I riflettori sono ancora puntati là dove tutto è (ri)cominciato, sulla Sardegna Smeralda dove per timore del Covid lo Yacht Club ha già annullato le regate Maxi Yacht Rolex Cup e Rolex Swan Cup, due prestigiosi appuntamenti velistici in calendario a settembre. «Occhio di bue centrato in particolare sulle discoteche: «Ci sono stati più infetti nel locale di Briatore che nell'hotspot di Lampedusa», commenta il ministro per il Mezzogiorno e la coesione territoriale, Giuseppe Provenzano.
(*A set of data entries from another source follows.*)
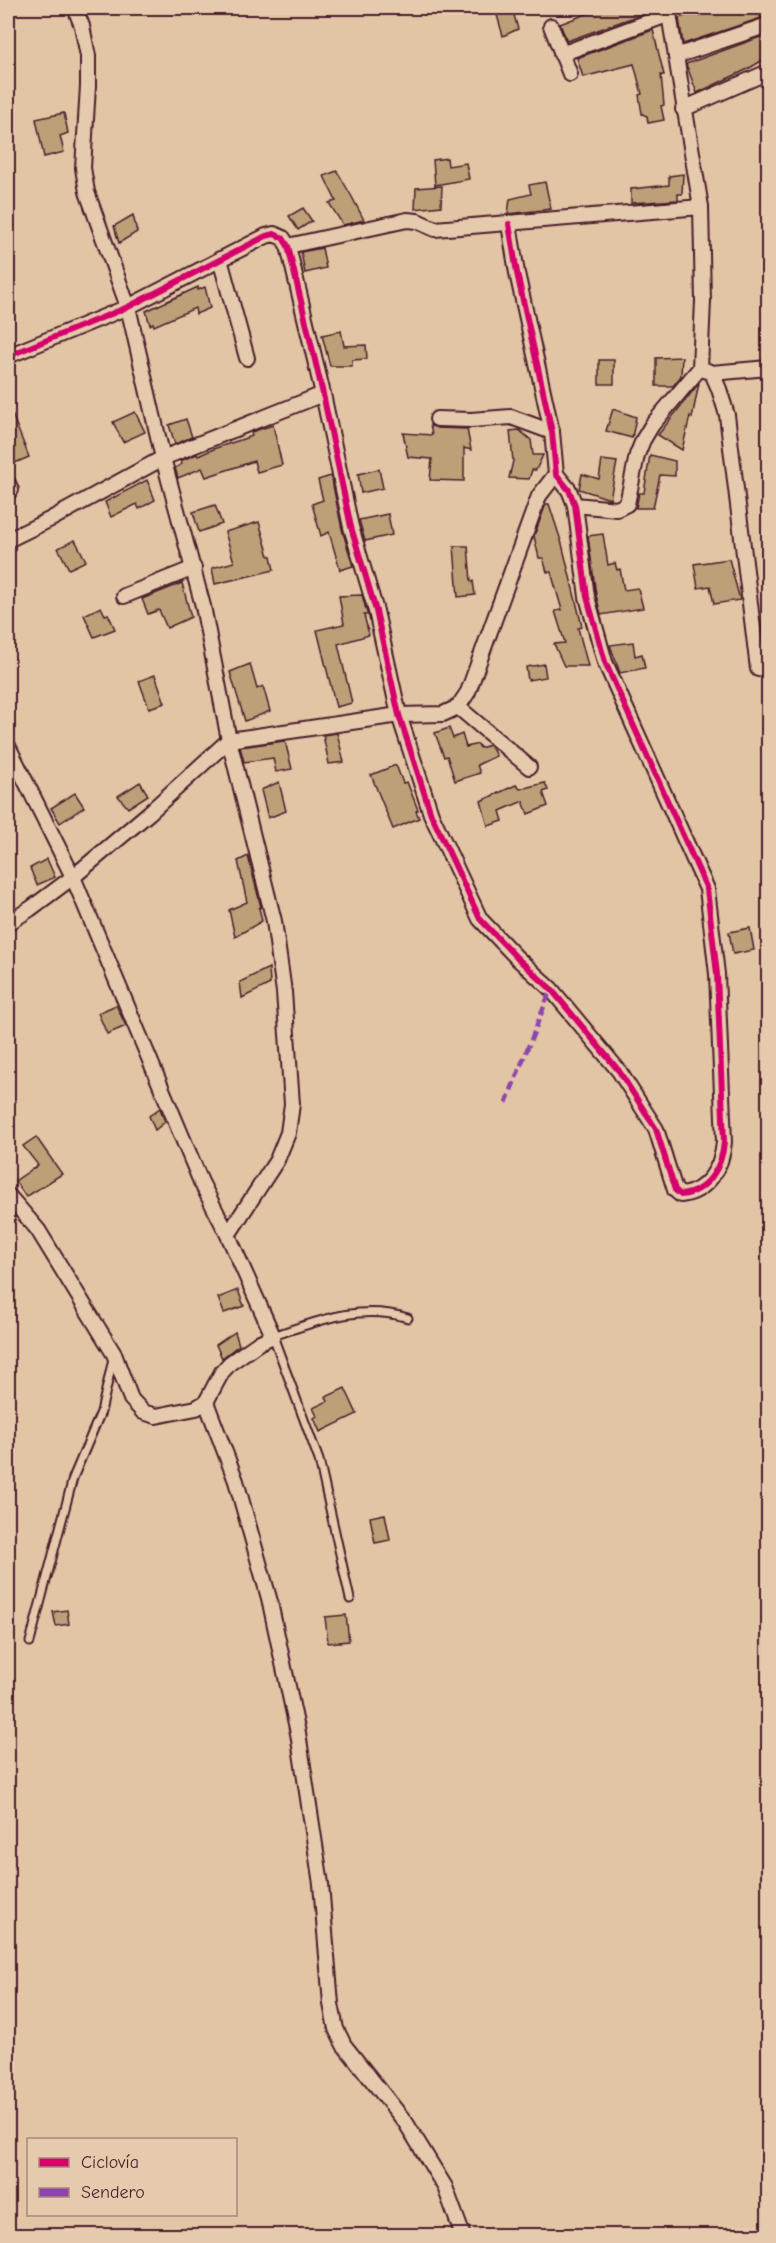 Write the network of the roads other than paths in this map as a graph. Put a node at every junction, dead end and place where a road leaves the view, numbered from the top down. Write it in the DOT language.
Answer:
graph roads {
  1 [pos="75,8"];
  2 [pos="669,11"];
  3 [pos="768,25"];
  4 [pos="551,26"];
  5 [pos="561,54"];
  6 [pos="676,56"];
  7 [pos="768,72"];
  8 [pos="570,74"];
  9 [pos="684,109"];
  10 [pos="701,207"];
  11 [pos="509,224"];
  12 [pos="288,246"];
  13 [pos="220,259"];
  14 [pos="128,307"];
  15 [pos="8,356"];
  16 [pos="247,358"];
  17 [pos="768,368"];
  18 [pos="706,370"];
  19 [pos="323,394"];
  20 [pos="437,419"];
  21 [pos="552,432"];
  22 [pos="163,458"];
  23 [pos="556,474"];
  24 [pos="575,505"];
  25 [pos="8,540"];
  26 [pos="194,568"];
  27 [pos="124,596"];
  28 [pos="758,669"];
  29 [pos="458,707"];
  30 [pos="399,716"];
  31 [pos="229,740"];
  32 [pos="8,746"];
  33 [pos="529,767"];
  34 [pos="73,877"];
  35 [pos="8,923"];
  36 [pos="8,1195"];
  37 [pos="228,1235"];
  38 [pos="408,1318"];
  39 [pos="273,1336"];
  40 [pos="114,1354"];
  41 [pos="207,1402"];
  42 [pos="350,1599"];
  43 [pos="30,1642"];
  44 [pos="463,2235"];
  1 -- 14 [label="street"];
  2 -- 5 [label="street"];
  2 -- 6 [label="street"];
  3 -- 6 [label="street"];
  4 -- 5 [label="street"];
  5 -- 8 [label="street"];
  6 -- 9 [label="street"];
  7 -- 9 [label="street"];
  9 -- 10 [label="street"];
  10 -- 11 [label="street"];
  10 -- 18 [label="street"];
  11 -- 12 [label="street"];
  11 -- 21 [label="street"];
  12 -- 13 [label="street"];
  12 -- 19 [label="street"];
  13 -- 14 [label="street"];
  13 -- 16 [label="street"];
  14 -- 15 [label="street"];
  14 -- 22 [label="street"];
  17 -- 18 [label="street"];
  18 -- 24 [label="street"];
  18 -- 28 [label="street"];
  19 -- 22 [label="street"];
  19 -- 30 [label="street"];
  20 -- 21 [label="street"];
  21 -- 23 [label="street"];
  22 -- 25 [label="street"];
  22 -- 26 [label="street"];
  23 -- 24 [label="street"];
  23 -- 29 [label="street"];
  24 -- 30 [label="street"];
  26 -- 27 [label="street"];
  26 -- 31 [label="street"];
  29 -- 30 [label="street"];
  29 -- 33 [label="street"];
  30 -- 31 [label="street"];
  31 -- 34 [label="street"];
  31 -- 37 [label="street"];
  32 -- 34 [label="street"];
  34 -- 35 [label="street"];
  34 -- 37 [label="street"];
  36 -- 40 [label="street"];
  37 -- 39 [label="street"];
  38 -- 39 [label="lane"];
  39 -- 41 [label="street"];
  39 -- 42 [label="lane"];
  40 -- 41 [label="street"];
  40 -- 43 [label="lane"];
  41 -- 44 [label="street"];
}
Ed è proprio sul Billionaire che ieri si è riaperta la querelle del tracciamento dei possibili positivi asintomatici: sfogliando i registri delle presenze per risalire ai circa 10mila clienti nel locale tra il 1° e il 17 agosto, si è scoperto che moltissimi avevano fornito nomi e telefoni taroccati per non essere rintracciati. «Rimango atterrito dal fatto che siano stati dati numeri e generalità falsi. Significa non avere la testa rivolta agli altri. Non so come verranno rintracciati questi soggetti, spero attraverso la carta di credito. La Procura aprirà un'inchiesta», tuona Pierpaolo Sileri, sottosegretario al ministero della Salute, ai microfoni di Radio Cusano Campus. Non sapendo, forse, che sull'isola sono rarità i ristoranti e i locali che chiedono nome e telefono ai clienti, che hanno menu in versione Qr code o usa-e-getta e che igienizzano i tavolini tra un cliente e l'altro. Eppure nell'estate più corta che la Costa Smeralda ricordi, dove dopo Billionaire e Sottovento si spegne in anticipo anche l'insegna del Phi Beach, discoclub di Baja Sardinia, con tampone per tutti i dipendenti, c'è chi continua a ballare: 20 persone tra i 19 e i 59 anni sono state denunciate dai carabinieri per aver trasformato una villa di Porto Rotondo in una discoteca, ballando senza distanziamento e senza mascherina. Come sul Titanic.